Moldavië hoopt op opheffing visabeperkingen door Europese Commissie (en)

Met dank overgenomen van EUobserver (EUOBSERVER) i, gepubliceerd op donderdag 14 november 2013, 9:24.
Auteur: Nikolaj Nielsen

CHISINAU - A visa-liberalisation decision by the European Commission on Friday is being viewed in Moldova as make-or-break for the country's EU path.

“I expect a positive recommendation from the European Commission,” Moldova foreign affairs minister Natalia Gherman told a group of diplomats and journalists in the country’s capital city Chisneau at the start of the week.

The European Commission is set to deliver its recommendation on lifting visa restrictions on the former Soviet state on Friday (15 November).

A positive assessment would still need approval from member states and the European Parliament, possibly around the end of next year.

The scheme would allow Moldovans to travel to the EU for up to 90 days a year without a visa.

A suspension clause has been introduced to prevent a repeat of previous experiences when the Balkan-EU visa liberalization process saw an upsurge in asylum claims in member states.

Low wages and crippling poverty force many Moldovans to seek work outside the country with remittances alone accounting for some 25 percent of its total GDP.

The ministry of economy says 700,000, or around half of its working population, are abroad. Many are in Russia with others in the EU and Ukraine.

Gherman noted that Moldovans are aware that the short-term visa does not grant them permission to find work in the EU.

Meanwhile, Moldova’s fragile governing coalition of three parties with pro-EU ambitions view a positive commission verdict as essential in the run-up to next year’s general elections which will pit them against the Communist party.

The coalition sees the EU as its best bet to modernise the country and is set to initial a trade agreement at a summit in Lithuania at the end of the month.

Their plan is to have the trade pact signed and the visa-free regime finalised before next year's general elections.

The Communist party sees the Russian Custom’s Union with Belarus and Kazakhstan as a better alternative to the EU.

But the internal geopolitical tug of war between the two sides is said to depend largely on Ukraine, the second largest economy and the second largest market in the region.

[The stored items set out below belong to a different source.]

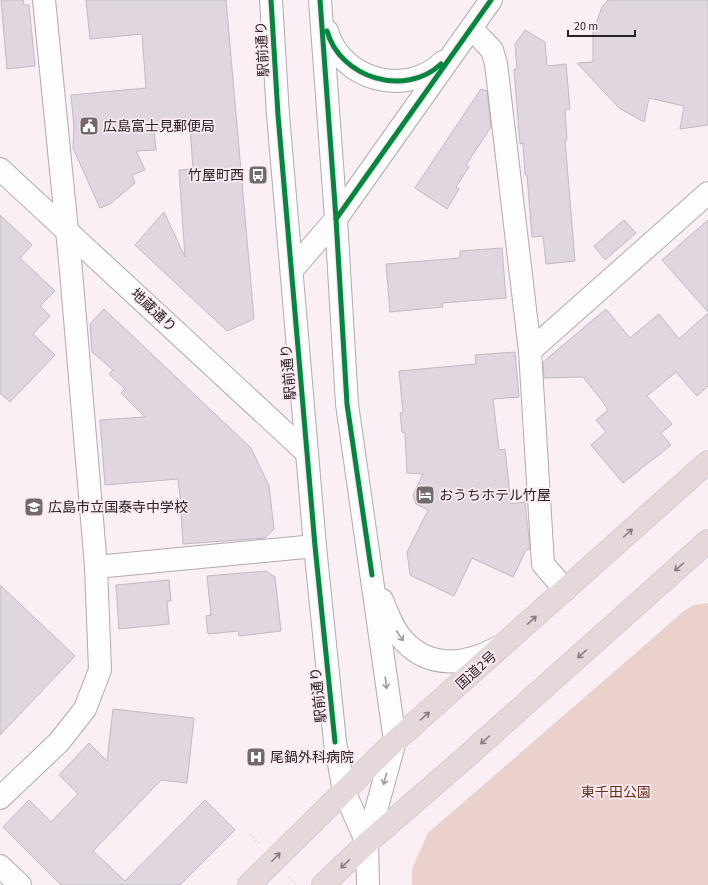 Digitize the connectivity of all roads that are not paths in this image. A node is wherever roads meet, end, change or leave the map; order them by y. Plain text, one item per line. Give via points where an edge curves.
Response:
1 (44, 0) edge
2 (271, 0) edge
3 (491, 0) edge
4 (321, 7) edge
5 (472, 28) junction
6 (456, 51) junction
7 (0, 169) edge
8 (708, 193) edge
9 (336, 219) junction
10 (67, 229) junction
11 (292, 270) junction
12 (530, 351) junction
13 (307, 453) junction
14 (708, 462) edge
15 (315, 546) junction
16 (704, 551) edge
17 (96, 567) junction
18 (372, 575) junction
19 (565, 590) junction
20 (507, 643) junction
21 (395, 741) junction
22 (344, 791) junction
23 (0, 798) edge
24 (367, 843) junction
25 (0, 866) edge
26 (20, 885) edge
27 (249, 885) edge
28 (324, 885) edge
29 (368, 885) edge

1 - 10 street
2 - 11 street, 駅前通り via 278,116
3 - 5 street
4 - 6 street via 330,43 349,66 376,80 405,82 434,71
4 - 9 street
5 - 6 street
5 - 12 street via 492,50 496,64
6 - 9 street
7 - 10 street, 地蔵通り
8 - 12 street
9 - 11 street
9 - 18 street via 347,404
10 - 13 street, 地蔵通り
10 - 17 street
11 - 13 street, 駅前通り
12 - 19 street via 543,564
13 - 15 street, 駅前通り
19 -> 14 highway, 国道2号
15 - 17 street
15 - 22 street, 駅前通り via 335,742
16 -> 24 highway
17 - 23 street via 100,670 85,709 59,742
18 -> 20 street via 389,619 404,641 426,657 453,663 479,658
18 -> 21 street
20 -> 19 highway, 国道2号
21 -> 20 highway, 国道2号
21 - 22 highway, 国道2号
21 -> 24 street
22 - 24 street, 駅前通り
27 -> 22 highway, 国道2号
24 -> 28 highway
24 - 29 street
25 - 26 street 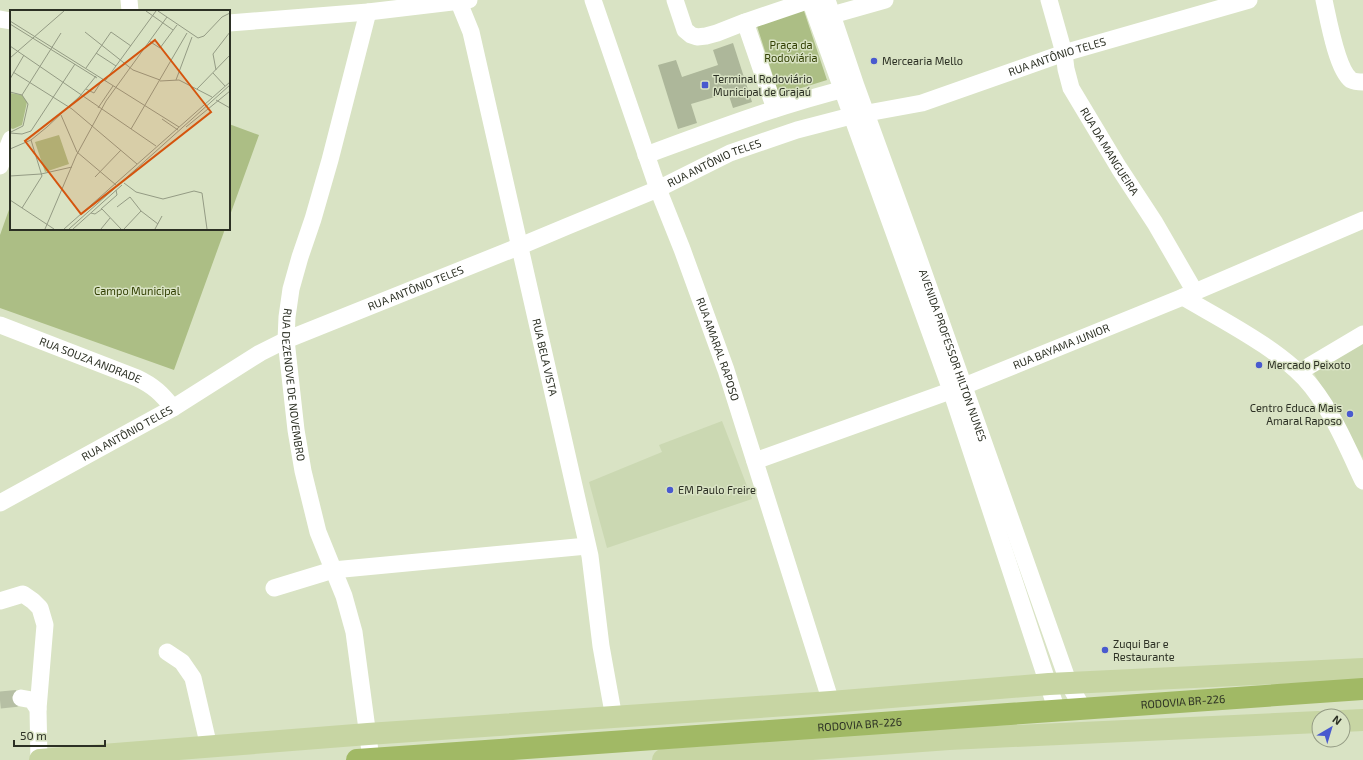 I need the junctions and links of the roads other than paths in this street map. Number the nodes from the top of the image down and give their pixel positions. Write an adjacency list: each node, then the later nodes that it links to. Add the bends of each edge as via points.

Kiev is also in the process of deciding whether to turn towards Brussels or Moscow - a decision that is also set to become clear at the Lithuania summit.

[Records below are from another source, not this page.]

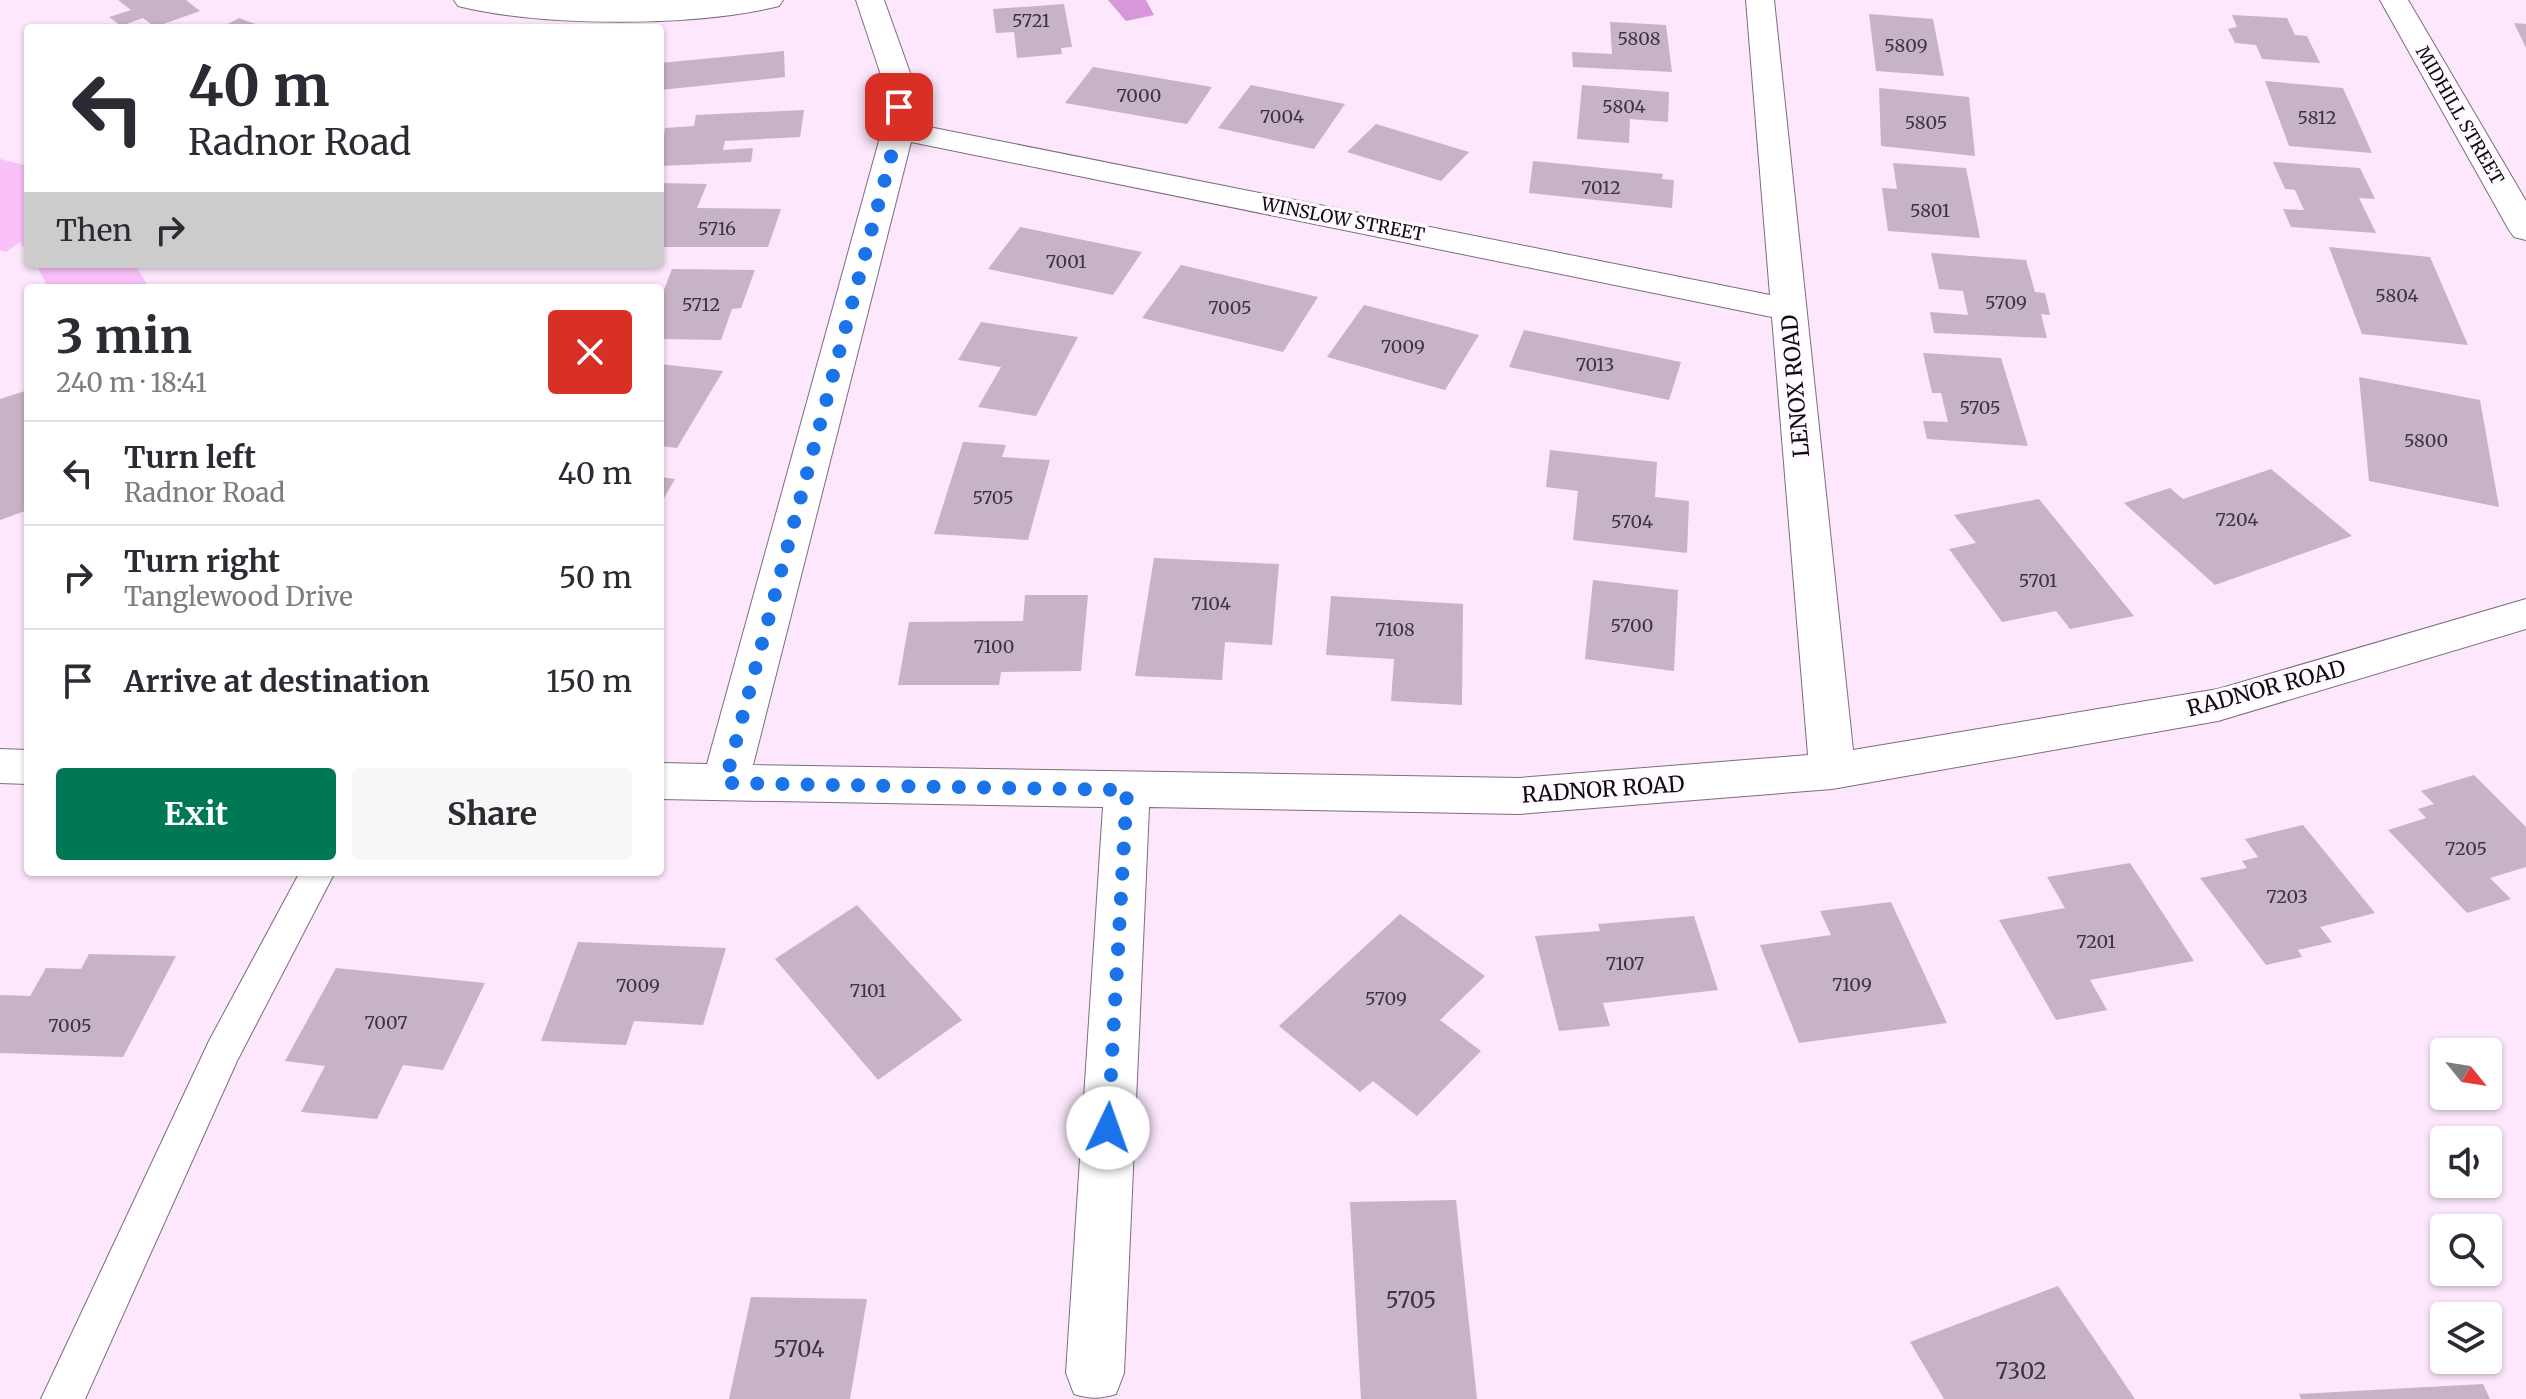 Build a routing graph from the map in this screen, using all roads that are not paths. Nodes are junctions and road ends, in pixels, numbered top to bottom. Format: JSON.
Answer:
{"nodes":[{"id":1,"x":468,"y":0,"type":"edge"},
{"id":2,"x":769,"y":0,"type":"edge"},
{"id":3,"x":870,"y":0,"type":"edge"},
{"id":4,"x":1760,"y":0,"type":"edge"},
{"id":5,"x":2394,"y":0,"type":"edge"},
{"id":6,"x":898,"y":130,"type":"junction"},
{"id":7,"x":2526,"y":230,"type":"edge"},
{"id":8,"x":1787,"y":309,"type":"junction"},
{"id":9,"x":2526,"y":614,"type":"edge"},
{"id":10,"x":0,"y":766,"type":"edge"},
{"id":11,"x":24,"y":767,"type":"edge"},
{"id":12,"x":1832,"y":771,"type":"junction"},
{"id":13,"x":664,"y":781,"type":"edge"},
{"id":14,"x":725,"y":783,"type":"junction"},
{"id":15,"x":1127,"y":790,"type":"junction"},
{"id":16,"x":316,"y":876,"type":"edge"},
{"id":17,"x":1095,"y":1373,"type":"dead end"},
{"id":18,"x":63,"y":1399,"type":"edge"}],
"edges":[{"from":1,"to":2,"type":"street"},
{"from":3,"to":6,"type":"street"},
{"from":4,"to":8,"type":"street","name":"LENOX ROAD"},
{"from":5,"to":7,"type":"street","name":"MIDHILL STREET"},
{"from":6,"to":8,"type":"street","name":"WINSLOW STREET"},
{"from":6,"to":14,"type":"street"},
{"from":8,"to":12,"type":"street","name":"LENOX ROAD"},
{"from":9,"to":12,"type":"street","name":"RADNOR ROAD"},
{"from":10,"to":11,"type":"street"},
{"from":12,"to":15,"type":"street","name":"RADNOR ROAD"},
{"from":13,"to":14,"type":"street","name":"RADNOR ROAD"},
{"from":14,"to":15,"type":"street","name":"RADNOR ROAD"},
{"from":15,"to":17,"type":"street"},
{"from":16,"to":18,"type":"lane"}]}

The commission, in an effort to help curb corruption in the country, tied numerous corruption-fighting conditions to the visa deal.

Moldovan authorities say they adopted the relevant laws last year and have already implemented most of them.

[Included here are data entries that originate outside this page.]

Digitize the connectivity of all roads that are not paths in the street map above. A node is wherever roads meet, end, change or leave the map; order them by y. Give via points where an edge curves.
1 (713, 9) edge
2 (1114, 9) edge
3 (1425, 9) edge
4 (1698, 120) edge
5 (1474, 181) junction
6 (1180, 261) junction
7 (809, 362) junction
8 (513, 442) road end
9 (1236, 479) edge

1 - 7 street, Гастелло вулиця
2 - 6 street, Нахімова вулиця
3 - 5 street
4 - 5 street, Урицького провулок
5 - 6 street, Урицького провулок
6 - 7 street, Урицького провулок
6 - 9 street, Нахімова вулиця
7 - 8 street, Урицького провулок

But Moldova’s prime minster Iurie Leanca has admitted that fighting corruption and reforming the justice system also requires a change in mentality.

The recent arrests of low ranking judges is put forward as an example of their efforts to help stop the practice.

“It is just the beginning because they are small fishes so to say,” he told the group of visiting diplomats and journalists.

The EU, for its part, says it expects Moldova to deliver on its promises.

“Like any other country, Moldova needs to sustain the political will to root-out corruption at all levels, including high-level corruption,” a commission official told this website in an email.

Leanca is expected to arrive in Brussels on Friday to press Moldova’s case for EU integration.